**RECORDS FOR THE TASK:**
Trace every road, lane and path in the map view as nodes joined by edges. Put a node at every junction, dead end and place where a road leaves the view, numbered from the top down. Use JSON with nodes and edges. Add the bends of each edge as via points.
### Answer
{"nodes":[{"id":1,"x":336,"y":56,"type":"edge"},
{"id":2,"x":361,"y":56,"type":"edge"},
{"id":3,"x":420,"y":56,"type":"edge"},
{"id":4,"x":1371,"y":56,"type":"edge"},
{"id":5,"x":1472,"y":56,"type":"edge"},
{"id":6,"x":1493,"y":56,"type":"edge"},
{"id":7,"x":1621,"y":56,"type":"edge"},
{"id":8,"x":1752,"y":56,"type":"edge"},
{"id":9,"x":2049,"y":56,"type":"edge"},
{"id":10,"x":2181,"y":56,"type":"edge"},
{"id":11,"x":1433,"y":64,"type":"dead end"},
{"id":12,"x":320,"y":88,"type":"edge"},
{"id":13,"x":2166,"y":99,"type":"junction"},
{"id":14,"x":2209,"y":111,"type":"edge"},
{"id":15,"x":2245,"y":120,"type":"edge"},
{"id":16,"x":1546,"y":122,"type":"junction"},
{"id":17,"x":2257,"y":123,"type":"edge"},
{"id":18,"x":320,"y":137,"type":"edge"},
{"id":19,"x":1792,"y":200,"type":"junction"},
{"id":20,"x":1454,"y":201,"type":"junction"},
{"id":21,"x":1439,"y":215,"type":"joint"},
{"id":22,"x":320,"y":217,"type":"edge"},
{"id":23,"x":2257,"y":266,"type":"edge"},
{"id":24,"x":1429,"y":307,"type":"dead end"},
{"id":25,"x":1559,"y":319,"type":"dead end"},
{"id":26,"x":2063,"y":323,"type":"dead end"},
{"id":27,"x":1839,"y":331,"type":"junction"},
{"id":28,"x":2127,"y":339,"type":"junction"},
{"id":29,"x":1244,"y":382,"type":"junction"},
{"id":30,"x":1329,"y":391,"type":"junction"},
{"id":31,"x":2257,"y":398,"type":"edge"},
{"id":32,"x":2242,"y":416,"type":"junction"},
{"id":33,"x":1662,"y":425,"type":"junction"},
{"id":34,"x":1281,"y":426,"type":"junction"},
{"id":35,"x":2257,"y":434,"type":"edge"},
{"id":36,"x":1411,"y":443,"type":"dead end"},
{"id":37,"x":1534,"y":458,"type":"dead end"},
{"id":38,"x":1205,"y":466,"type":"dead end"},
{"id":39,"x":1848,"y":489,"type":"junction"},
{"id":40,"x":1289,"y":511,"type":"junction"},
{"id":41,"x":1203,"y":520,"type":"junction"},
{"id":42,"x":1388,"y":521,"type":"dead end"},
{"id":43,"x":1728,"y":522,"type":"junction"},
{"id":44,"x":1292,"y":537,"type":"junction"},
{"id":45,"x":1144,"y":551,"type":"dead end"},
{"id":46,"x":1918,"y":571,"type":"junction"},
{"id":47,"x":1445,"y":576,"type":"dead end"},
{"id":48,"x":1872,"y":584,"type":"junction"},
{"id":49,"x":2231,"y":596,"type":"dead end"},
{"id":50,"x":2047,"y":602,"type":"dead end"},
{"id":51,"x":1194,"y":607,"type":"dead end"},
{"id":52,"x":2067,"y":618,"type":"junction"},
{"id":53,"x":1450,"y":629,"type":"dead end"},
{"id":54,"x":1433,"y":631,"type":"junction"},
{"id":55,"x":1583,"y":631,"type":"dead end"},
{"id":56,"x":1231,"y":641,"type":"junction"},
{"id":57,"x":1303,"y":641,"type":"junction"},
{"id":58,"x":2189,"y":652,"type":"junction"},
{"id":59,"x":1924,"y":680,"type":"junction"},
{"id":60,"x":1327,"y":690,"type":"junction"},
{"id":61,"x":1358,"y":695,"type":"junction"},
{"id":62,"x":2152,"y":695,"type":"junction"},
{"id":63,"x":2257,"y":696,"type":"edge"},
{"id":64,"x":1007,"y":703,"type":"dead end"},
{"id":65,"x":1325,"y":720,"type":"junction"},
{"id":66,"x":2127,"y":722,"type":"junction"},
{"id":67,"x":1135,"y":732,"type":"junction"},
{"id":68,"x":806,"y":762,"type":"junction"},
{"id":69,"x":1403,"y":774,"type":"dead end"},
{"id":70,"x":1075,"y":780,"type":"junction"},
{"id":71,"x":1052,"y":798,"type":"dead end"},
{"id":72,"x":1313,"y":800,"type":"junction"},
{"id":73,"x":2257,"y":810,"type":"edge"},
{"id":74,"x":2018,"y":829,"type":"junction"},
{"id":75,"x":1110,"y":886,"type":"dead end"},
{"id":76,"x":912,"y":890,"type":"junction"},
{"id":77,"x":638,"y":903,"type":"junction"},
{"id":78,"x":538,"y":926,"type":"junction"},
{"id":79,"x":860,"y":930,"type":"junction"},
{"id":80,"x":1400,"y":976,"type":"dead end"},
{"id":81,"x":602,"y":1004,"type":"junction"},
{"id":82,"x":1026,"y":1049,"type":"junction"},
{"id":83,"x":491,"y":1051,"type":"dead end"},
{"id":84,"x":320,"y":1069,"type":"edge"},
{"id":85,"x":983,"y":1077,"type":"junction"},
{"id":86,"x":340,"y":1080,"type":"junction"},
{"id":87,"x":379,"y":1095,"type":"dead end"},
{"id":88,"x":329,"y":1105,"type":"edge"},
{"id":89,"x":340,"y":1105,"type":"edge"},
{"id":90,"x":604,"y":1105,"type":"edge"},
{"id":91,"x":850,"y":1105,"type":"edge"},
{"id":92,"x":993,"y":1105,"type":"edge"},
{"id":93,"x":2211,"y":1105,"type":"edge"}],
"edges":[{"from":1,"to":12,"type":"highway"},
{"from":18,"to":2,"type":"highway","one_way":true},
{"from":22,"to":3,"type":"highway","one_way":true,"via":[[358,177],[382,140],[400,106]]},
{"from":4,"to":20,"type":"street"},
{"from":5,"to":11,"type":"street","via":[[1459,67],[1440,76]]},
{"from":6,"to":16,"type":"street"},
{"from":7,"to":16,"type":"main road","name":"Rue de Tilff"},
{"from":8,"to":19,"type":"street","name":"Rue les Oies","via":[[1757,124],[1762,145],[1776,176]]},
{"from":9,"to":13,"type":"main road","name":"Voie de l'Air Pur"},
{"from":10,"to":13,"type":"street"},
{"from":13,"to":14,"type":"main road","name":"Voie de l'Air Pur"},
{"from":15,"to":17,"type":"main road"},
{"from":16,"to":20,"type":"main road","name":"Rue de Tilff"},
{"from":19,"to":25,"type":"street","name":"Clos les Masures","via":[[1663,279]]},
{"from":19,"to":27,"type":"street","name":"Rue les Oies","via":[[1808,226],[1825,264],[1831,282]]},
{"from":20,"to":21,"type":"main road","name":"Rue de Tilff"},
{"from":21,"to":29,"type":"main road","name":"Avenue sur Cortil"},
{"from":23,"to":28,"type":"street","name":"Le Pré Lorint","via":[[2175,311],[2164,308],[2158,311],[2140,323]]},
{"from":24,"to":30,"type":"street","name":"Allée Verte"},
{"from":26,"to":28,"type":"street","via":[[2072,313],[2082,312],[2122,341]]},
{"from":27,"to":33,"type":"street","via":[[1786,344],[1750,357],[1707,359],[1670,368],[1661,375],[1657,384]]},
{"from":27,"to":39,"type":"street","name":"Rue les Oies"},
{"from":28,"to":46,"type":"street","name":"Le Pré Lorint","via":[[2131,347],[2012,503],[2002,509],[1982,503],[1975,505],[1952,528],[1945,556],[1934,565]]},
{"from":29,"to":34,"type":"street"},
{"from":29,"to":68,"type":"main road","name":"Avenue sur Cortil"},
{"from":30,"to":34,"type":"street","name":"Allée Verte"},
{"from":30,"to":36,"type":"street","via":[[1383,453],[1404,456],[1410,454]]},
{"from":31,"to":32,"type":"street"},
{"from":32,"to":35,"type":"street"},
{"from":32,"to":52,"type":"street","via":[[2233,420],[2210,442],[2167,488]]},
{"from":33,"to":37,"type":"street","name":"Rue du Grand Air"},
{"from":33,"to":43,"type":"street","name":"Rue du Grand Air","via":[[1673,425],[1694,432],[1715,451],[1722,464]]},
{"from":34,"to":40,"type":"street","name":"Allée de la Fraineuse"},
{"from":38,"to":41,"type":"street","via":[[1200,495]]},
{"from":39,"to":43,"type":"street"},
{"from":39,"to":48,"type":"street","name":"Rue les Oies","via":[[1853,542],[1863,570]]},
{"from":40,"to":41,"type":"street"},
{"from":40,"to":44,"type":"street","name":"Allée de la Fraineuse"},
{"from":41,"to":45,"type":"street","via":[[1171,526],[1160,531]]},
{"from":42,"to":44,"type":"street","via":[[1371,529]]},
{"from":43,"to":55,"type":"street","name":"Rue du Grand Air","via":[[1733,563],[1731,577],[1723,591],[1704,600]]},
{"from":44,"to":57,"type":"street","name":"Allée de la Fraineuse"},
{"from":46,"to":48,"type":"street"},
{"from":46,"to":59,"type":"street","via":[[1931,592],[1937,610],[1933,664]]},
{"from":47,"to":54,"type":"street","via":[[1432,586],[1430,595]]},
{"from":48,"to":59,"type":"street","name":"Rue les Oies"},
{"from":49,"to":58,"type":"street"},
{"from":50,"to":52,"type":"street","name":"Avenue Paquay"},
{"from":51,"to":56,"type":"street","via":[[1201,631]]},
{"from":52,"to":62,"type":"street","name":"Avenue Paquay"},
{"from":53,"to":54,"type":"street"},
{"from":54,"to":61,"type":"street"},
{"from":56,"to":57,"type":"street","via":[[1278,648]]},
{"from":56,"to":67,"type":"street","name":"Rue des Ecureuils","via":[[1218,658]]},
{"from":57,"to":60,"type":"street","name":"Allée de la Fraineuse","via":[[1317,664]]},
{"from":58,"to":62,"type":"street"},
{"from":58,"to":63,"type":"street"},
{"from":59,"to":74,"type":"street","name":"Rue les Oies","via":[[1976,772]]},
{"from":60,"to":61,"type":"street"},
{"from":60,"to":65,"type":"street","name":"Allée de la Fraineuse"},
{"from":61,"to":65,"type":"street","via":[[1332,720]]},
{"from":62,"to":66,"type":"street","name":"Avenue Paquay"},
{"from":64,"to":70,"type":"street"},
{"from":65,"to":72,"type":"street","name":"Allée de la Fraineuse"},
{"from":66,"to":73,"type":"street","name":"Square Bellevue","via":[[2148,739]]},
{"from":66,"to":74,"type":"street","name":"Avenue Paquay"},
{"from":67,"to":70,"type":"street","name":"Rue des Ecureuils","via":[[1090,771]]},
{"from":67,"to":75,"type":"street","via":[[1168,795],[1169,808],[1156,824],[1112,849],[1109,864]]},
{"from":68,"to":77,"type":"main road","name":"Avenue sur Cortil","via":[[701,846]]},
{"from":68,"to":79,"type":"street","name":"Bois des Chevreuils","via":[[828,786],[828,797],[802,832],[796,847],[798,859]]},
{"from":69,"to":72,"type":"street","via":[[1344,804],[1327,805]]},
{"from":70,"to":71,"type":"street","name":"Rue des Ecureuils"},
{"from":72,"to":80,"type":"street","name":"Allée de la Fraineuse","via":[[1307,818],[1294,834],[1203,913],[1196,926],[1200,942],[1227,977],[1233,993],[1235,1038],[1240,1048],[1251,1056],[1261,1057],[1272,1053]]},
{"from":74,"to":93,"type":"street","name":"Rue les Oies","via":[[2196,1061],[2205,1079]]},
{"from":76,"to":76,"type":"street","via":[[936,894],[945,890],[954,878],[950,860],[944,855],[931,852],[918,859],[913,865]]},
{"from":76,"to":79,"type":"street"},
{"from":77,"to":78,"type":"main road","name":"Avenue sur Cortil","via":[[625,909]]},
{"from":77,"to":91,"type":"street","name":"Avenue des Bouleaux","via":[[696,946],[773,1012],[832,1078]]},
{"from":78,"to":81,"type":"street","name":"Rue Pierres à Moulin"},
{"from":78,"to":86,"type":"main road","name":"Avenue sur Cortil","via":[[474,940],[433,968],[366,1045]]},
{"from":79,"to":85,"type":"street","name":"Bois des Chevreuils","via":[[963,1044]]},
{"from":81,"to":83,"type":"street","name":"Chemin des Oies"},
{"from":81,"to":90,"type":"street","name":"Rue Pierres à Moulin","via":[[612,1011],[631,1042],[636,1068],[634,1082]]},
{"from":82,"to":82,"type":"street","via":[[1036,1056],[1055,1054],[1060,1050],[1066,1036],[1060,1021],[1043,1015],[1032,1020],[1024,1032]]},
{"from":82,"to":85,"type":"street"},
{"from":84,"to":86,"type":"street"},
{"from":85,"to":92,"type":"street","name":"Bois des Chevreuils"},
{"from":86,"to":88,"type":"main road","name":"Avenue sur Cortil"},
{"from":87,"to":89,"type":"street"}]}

**WHAT NEEDS TO BE DONE:**
Extract each line from the entries above that contains the string "Ecureuils".

**TASK RESPONSE:**
{"from":56,"to":67,"type":"street","name":"Rue des Ecureuils","via":[[1218,658]]},
{"from":67,"to":70,"type":"street","name":"Rue des Ecureuils","via":[[1090,771]]},
{"from":70,"to":71,"type":"street","name":"Rue des Ecureuils"},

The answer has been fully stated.